(Marek Rozkrut EY EU & CESA Chief Economist; EMEIA Economists Unit Head)

Romania, Hungary and Czechia most vulnerable European economies to higher energy prices

Romania, Hungary and the Czech Republic are the European economies most vulnerable to a new rise in energy prices, according to the latest EY European Economic Outlook.

“Our analysis shows that Europe is more vulnerable to a renewed increase in energy prices than other major economies, in particular the US. In the event of another spike in energy costs, the most adversely impacted European economies would include Romania, Hungary and Czechia” the analysis read.

“It is essential to remember that the energy crisis and many other disturbances, including those driven by changes in the geopolitical landscape, are not transitory shocks. We should get used to an extended period of uncertainty and volatility. It is crucial for businesses and policymakers to remain vigilant and be prepared for any further risks to materialize” is adds.

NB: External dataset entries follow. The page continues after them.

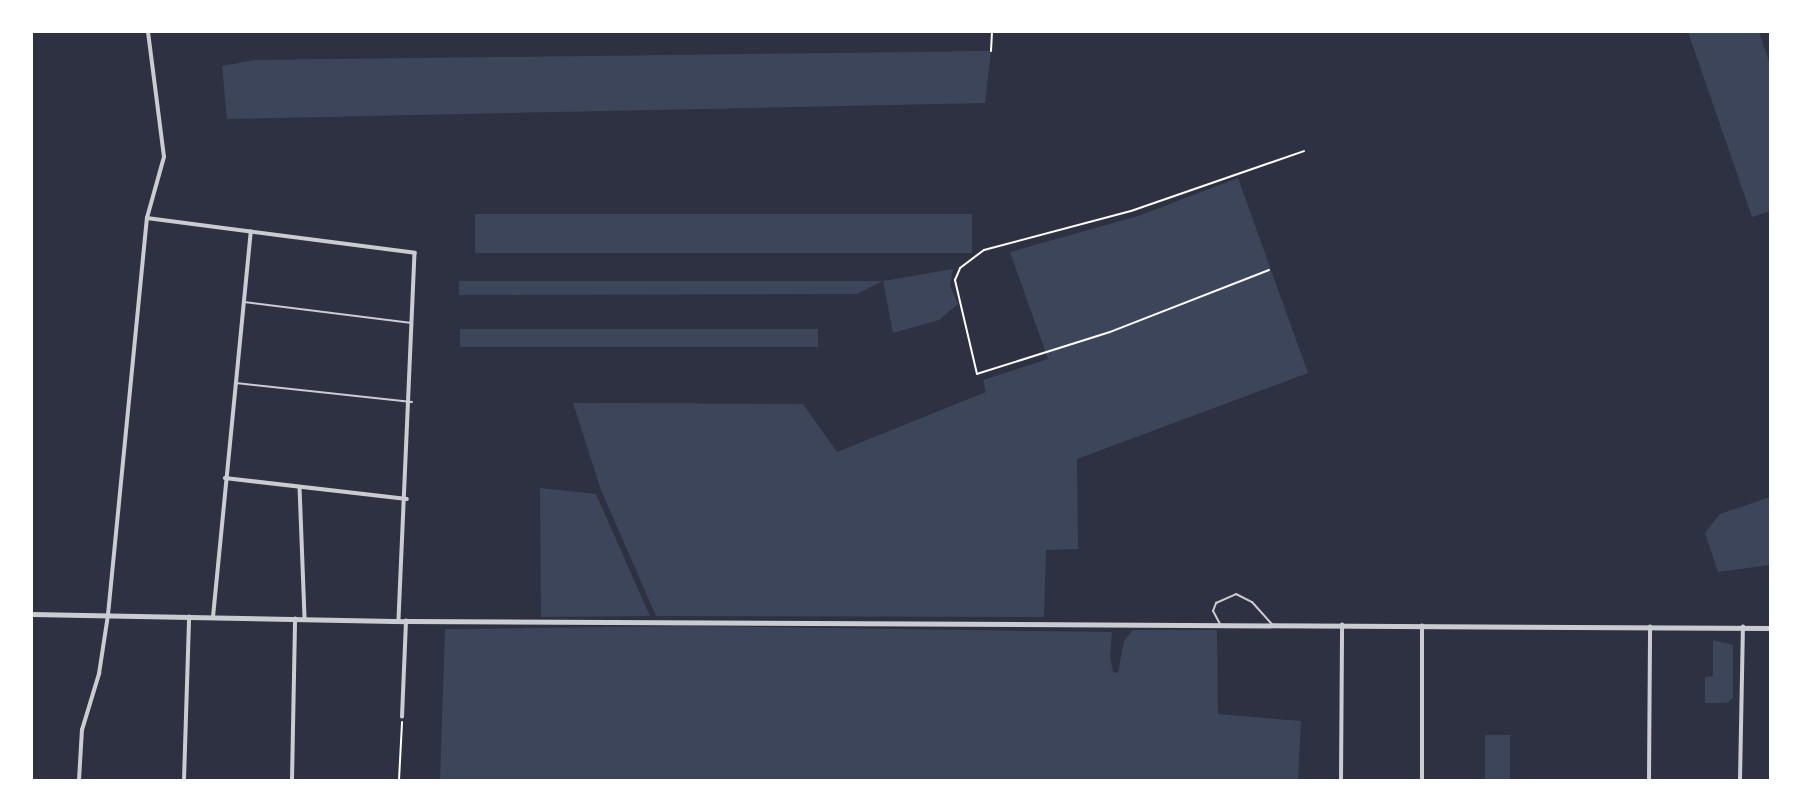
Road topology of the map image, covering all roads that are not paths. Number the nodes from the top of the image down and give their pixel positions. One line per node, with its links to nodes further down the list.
1 (148, 32): 2 (street)
2 (147, 218): 3 (street); 12 (street)
3 (251, 232): 4 (street); 5 (street)
4 (243, 302): 5 (lane); 6 (street)
5 (413, 323): 7 (street)
6 (235, 383): 7 (lane); 8 (street)
7 (412, 402): 10 (street)
8 (225, 478): 9 (street); 14 (street)
9 (300, 487): 10 (street); 16 (street)
10 (407, 499): 17 (street)
11 (32, 614): 12 (street)
12 (108, 615): 13 (street); 27 (street)
13 (189, 617): 14 (street); 28 (street)
14 (213, 617): 15 (street)
15 (295, 619): 16 (street); 29 (street)
16 (305, 619): 17 (street)
17 (399, 621): 18 (street)
18 (406, 621): 19 (street); 26 (street)
19 (1221, 625): 20 (street); 20 (lane)
20 (1274, 625): 21 (street)
21 (1342, 625): 22 (street); 30 (street)
22 (1422, 626): 23 (street); 31 (street)
23 (1650, 627): 24 (street); 32 (street)
24 (1743, 627): 25 (street); 33 (street)
25 (1770, 628)
26 (402, 717)
27 (79, 780)
28 (184, 780)
29 (292, 780)
30 (1341, 780)
31 (1422, 780)
32 (1649, 780)
33 (1740, 780)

While EY forecasts inflation in Europe to fall relatively quickly during the course of 2023, in annual average terms, it will remain elevated. Persistent elevated inflation would squeeze household budgets for longer and weigh on private consumption. Adding to woes, the recent turmoil in the banking system, beginning with the failures of some US banks, is a new cause for concern. Geopolitical tensions, including the war in Ukraine, continue to be a key risk. Elevated debt levels increase vulnerability, especially of emerging markets and developing economies, to potential financial market turbulence, EY concludes.